ECE Assistant Professor Stratis Ioannidis was awarded a $460K NSF CAREER grant for "Leveraging Sparsity in Massively Distributed Optimization".


Abstract Source: NSF

This project develops novel parallel optimization techniques based on the Frank-Wolfe algorithm, enabling the massive parallelization, at an unprecedented scale, of several problems of key significance to computer science, engineering, and operations research. Massively parallelizing such problems can have a significant practical impact on both academia and industry. Using Apache Spark as a development platform, algorithms developed by the project can be implemented, deployed and evaluated over hundreds of machines and thousands of CPUs. The Massachusetts Green High Performance Computing Center (MGHPCC) as well as cloud services, such as Amazon Web Services and the Google Cloud Platform, are leveraged for this deployment, demonstrating both the scalability of developed algorithms as well as their applicability to commercial cluster environments. Educational activities are closely integrated with this research agenda, including a course developed by the principal investigator using MGHPCC as a computing platform, and outreach activities developed jointly with Northeastern University's Center for STEM Education.

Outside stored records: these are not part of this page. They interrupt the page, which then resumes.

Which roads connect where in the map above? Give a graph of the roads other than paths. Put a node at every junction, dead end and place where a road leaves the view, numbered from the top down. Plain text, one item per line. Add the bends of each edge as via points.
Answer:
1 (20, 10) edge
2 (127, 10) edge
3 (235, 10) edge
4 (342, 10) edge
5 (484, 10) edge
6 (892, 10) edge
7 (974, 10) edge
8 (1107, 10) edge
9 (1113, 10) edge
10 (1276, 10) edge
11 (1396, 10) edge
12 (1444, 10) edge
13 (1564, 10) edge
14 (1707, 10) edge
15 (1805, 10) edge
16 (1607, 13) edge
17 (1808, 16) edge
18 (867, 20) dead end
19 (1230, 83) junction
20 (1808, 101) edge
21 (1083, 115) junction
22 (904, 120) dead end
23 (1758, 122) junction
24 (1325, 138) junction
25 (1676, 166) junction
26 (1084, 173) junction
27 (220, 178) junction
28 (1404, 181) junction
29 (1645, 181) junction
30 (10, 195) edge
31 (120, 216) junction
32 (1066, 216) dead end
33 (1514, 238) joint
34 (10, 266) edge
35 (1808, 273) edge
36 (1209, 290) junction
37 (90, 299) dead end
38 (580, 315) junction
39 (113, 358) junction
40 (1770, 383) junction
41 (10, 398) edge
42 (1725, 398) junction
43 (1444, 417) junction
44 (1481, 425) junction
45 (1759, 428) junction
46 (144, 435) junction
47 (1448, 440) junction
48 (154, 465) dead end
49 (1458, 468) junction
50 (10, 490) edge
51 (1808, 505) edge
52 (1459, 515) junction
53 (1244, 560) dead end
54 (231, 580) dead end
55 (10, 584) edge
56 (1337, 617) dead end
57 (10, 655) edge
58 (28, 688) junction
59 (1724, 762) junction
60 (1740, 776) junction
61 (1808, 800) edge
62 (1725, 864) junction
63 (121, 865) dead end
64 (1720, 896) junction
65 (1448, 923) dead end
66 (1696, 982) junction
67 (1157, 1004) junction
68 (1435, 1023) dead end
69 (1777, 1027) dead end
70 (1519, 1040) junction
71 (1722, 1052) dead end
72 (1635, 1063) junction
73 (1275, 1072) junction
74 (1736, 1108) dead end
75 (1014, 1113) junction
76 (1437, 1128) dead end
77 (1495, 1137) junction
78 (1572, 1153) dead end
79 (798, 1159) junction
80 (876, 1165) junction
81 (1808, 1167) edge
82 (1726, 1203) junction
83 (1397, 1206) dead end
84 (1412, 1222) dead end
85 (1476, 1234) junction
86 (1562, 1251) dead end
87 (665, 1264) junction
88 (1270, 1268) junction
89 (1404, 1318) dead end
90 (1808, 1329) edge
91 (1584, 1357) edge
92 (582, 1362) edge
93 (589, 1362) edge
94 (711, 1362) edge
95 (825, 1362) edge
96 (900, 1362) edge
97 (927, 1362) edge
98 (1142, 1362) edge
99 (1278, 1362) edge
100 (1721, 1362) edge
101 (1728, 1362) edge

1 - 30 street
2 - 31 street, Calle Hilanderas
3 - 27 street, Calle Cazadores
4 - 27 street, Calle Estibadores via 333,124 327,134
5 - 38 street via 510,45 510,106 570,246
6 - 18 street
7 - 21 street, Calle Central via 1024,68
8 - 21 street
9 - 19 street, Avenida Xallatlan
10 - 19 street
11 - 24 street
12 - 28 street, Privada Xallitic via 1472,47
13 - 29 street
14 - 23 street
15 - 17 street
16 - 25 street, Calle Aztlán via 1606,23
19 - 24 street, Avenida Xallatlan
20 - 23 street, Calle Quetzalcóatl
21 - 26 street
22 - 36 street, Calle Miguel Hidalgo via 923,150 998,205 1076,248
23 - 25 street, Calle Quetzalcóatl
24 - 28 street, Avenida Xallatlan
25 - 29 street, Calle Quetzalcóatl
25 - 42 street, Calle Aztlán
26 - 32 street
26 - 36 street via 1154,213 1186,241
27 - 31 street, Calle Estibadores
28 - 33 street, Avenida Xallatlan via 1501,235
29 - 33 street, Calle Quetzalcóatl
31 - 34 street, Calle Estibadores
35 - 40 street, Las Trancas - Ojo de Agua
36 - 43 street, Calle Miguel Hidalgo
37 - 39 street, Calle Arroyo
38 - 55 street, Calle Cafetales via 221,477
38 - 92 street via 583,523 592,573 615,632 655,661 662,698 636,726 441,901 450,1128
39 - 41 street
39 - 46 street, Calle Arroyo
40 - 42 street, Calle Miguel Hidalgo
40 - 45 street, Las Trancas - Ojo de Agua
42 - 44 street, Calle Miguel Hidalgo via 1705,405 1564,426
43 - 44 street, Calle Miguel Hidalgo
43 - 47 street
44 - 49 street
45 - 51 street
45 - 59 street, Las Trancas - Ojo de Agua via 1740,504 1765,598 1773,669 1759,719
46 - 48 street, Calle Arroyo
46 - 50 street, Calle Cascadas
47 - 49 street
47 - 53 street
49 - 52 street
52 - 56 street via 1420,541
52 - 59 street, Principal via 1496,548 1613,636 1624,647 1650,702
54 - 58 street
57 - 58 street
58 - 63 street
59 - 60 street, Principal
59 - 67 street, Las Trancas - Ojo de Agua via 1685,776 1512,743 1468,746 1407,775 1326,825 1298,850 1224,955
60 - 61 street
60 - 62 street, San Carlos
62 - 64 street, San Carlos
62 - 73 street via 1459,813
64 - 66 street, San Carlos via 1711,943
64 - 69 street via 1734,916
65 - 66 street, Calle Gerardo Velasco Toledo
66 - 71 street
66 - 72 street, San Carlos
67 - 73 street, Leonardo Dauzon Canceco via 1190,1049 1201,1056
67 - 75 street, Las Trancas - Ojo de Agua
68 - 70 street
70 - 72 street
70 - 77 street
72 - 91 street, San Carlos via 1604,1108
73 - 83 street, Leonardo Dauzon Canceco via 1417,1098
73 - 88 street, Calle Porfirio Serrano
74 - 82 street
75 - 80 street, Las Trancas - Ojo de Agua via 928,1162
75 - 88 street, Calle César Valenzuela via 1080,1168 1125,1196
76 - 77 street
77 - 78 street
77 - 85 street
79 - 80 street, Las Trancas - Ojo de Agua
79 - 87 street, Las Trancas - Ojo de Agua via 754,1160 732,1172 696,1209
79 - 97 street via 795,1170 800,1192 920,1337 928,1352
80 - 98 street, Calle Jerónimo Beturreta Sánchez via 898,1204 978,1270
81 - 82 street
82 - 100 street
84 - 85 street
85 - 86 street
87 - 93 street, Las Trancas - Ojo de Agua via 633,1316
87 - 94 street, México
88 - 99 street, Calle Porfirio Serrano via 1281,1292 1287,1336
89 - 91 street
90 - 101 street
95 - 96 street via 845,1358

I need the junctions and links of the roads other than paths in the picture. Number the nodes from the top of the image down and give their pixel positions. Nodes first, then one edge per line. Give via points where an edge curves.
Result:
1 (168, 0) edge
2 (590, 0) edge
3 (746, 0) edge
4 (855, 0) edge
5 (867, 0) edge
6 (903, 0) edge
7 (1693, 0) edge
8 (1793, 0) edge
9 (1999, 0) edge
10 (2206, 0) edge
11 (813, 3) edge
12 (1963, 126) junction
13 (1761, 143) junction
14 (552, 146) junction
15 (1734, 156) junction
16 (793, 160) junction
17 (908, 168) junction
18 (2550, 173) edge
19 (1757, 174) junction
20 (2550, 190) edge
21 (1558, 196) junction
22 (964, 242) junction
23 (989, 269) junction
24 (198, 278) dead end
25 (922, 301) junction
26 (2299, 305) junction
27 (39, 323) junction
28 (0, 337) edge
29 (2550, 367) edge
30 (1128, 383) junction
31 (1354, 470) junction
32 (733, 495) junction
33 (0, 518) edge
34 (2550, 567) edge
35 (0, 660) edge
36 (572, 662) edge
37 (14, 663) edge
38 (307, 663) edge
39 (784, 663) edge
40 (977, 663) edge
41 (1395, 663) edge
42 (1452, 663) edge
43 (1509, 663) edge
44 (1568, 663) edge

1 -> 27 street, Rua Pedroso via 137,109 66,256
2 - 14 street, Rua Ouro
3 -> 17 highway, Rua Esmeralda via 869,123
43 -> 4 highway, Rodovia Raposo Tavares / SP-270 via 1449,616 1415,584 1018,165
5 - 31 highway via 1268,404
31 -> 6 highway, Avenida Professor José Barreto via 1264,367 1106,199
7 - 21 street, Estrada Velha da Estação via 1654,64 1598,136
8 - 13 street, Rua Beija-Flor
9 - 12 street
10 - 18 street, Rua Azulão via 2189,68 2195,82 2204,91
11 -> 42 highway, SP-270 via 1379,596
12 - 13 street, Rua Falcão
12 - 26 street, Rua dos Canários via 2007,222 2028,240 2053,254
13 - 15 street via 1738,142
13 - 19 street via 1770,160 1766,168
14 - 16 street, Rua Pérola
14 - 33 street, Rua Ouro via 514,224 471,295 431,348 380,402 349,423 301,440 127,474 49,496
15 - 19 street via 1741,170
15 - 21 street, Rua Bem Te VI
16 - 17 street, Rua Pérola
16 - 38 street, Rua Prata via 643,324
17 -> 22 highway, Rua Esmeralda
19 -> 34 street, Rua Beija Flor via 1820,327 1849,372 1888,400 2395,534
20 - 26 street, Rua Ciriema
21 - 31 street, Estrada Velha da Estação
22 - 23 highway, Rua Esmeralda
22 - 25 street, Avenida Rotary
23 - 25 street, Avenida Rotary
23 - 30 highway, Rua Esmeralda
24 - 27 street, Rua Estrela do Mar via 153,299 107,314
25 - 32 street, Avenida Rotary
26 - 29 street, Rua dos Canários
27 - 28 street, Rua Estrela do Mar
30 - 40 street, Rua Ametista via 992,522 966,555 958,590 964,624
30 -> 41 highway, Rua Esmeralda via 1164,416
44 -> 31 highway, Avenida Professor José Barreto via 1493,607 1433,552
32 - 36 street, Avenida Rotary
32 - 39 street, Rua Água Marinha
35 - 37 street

This research advances our knowledge and understanding of the formal conditions under which problems can be massively parallelized via map-reduce implementations of the Frank-Wolfe algorithm. The project leverages sparsity properties that optimization problems exhibit under Frank-Wolfe, thereby enabling their parallelization via map-reduce operations. Beyond tailored, problem-specific implementations, the project identifies formal, structural properties of problems (or, classes of problems) under which such massive parallelization via map-reduce is possible. The use of Frank-Wolfe as a building block for parallelization, both in convex optimization but also in submodular maximization settings, is transformative. In the latter case, it amounts to a non-combinatorial approach for parallelization, attaining the same approximation guarantee as serial algorithms.